Thursday, January 13, 2011
50 in '11 Update: Whipping Girl by Julia Serano
Though I've kept up with feminist and activist articles online (especially those related to the book business), it's been a while since I sat down and read a serious book on gender or feminist theory. Whipping Girl manages to do both in a series of essays explaining the trans experience, the way the brain and body work together to create gender, and the way society (often wrongly) perceives transexuals.
I didn't buy every one of Serano's points, but I did find her take as a geneticist and a doctorate of biology fascinating. While the differentiation between "gender" (psychological) and "sex" (physical) is becoming widely accepted in America, Serano argues that it's not enough—that a person's gender identity is made up of an even more complex combination of unconscious inclinations, instincts, socialized behaviors, inherent traits, and more. I'd recommend her book for the vocabulary she introduces, if nothing else. Armed with the terms Serano introduces and explains, one can begin to see how we see such a wide variety of gender inclinations and expressions in people of all sexes—how there can (and should naturally) be feminine men, masculine women, androgynes, and those on the trans spectrum (in a whole range of ways and for a variety of reasons).

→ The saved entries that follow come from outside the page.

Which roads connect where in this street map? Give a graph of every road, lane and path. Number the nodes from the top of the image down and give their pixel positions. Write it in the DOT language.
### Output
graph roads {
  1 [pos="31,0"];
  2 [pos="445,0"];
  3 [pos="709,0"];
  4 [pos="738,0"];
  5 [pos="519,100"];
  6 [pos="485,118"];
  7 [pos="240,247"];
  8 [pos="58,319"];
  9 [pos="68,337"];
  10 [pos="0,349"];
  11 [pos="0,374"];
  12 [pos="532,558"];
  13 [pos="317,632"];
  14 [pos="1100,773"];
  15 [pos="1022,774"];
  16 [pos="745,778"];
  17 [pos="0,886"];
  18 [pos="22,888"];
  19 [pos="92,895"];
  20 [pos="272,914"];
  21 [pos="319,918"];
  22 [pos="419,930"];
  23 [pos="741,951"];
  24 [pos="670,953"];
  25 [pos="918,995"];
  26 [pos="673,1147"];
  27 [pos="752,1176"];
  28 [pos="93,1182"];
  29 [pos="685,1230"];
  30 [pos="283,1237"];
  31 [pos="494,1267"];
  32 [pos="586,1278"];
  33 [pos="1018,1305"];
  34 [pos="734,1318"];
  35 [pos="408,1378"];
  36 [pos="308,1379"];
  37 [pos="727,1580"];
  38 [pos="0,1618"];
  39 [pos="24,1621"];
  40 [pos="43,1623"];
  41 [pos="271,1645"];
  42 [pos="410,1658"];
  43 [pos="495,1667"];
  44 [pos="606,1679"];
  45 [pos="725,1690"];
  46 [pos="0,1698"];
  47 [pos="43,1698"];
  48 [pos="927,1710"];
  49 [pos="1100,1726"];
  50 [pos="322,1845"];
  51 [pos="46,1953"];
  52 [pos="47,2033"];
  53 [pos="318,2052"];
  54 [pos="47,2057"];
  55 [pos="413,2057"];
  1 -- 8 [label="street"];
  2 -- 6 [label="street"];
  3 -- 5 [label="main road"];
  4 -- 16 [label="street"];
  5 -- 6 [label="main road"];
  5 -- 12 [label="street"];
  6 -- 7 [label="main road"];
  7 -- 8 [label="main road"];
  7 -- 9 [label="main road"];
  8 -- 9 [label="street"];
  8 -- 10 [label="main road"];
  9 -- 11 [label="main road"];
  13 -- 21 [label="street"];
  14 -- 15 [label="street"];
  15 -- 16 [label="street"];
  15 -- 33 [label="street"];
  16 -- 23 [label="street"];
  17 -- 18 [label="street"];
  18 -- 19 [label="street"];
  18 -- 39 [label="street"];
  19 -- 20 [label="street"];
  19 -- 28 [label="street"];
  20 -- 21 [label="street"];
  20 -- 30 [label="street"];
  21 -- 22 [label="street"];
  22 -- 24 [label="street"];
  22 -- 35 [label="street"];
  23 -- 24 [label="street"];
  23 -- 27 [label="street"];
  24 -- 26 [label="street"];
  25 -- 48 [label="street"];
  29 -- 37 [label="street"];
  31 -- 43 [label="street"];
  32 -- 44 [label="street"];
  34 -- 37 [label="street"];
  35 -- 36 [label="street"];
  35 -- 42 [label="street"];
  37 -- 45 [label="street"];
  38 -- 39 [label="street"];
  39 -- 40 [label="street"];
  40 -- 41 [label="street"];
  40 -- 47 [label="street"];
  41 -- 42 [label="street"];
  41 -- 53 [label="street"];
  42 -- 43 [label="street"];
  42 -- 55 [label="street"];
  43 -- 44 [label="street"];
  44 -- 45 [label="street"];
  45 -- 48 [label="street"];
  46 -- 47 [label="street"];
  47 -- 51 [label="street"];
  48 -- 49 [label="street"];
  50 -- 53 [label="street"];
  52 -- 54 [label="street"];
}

From the perspective of a rabid consumer (and often a builder) of stories and media, I was also fascinated by Serano's deconstruction of presentations of trans women in the media—specifically, of how they are almost always depicted in the act of "putting on" their femininity, a selective viewpoint which serves to emphasize its supposed artificiality, perpetuating the idea that no one sexed male at birth can possibly experience genuine femaleness.
Finally, I particularly appreciated Serano's take on feminism. As someone who has had the experience of observing how others treat her when they believe her to be a man and when they believe her to be a woman, she's in the unique position of being able to make some very reliable judgments of how traditional and oppositional sexism are still at work in our society. Her description of the change in the way the same words and actions were received when she began to live as a woman rather than a man was fascinating, and a call to action for anyone who believes that men and women are no longer treated as unequal. She makes the point that, even in cases in which women are not discriminated against, femininity is devalued. She argues that we must change society's bias against femininity, whether expressed by men or by women, if we are to make the world a better place for people of all genders, sexes and gender expressions.
I'm heading back into the realm of fiction with this week's book, the 2011 Printz Award winner: Ship Breaker by Paolo Bacigalupi. I'm enthralled already!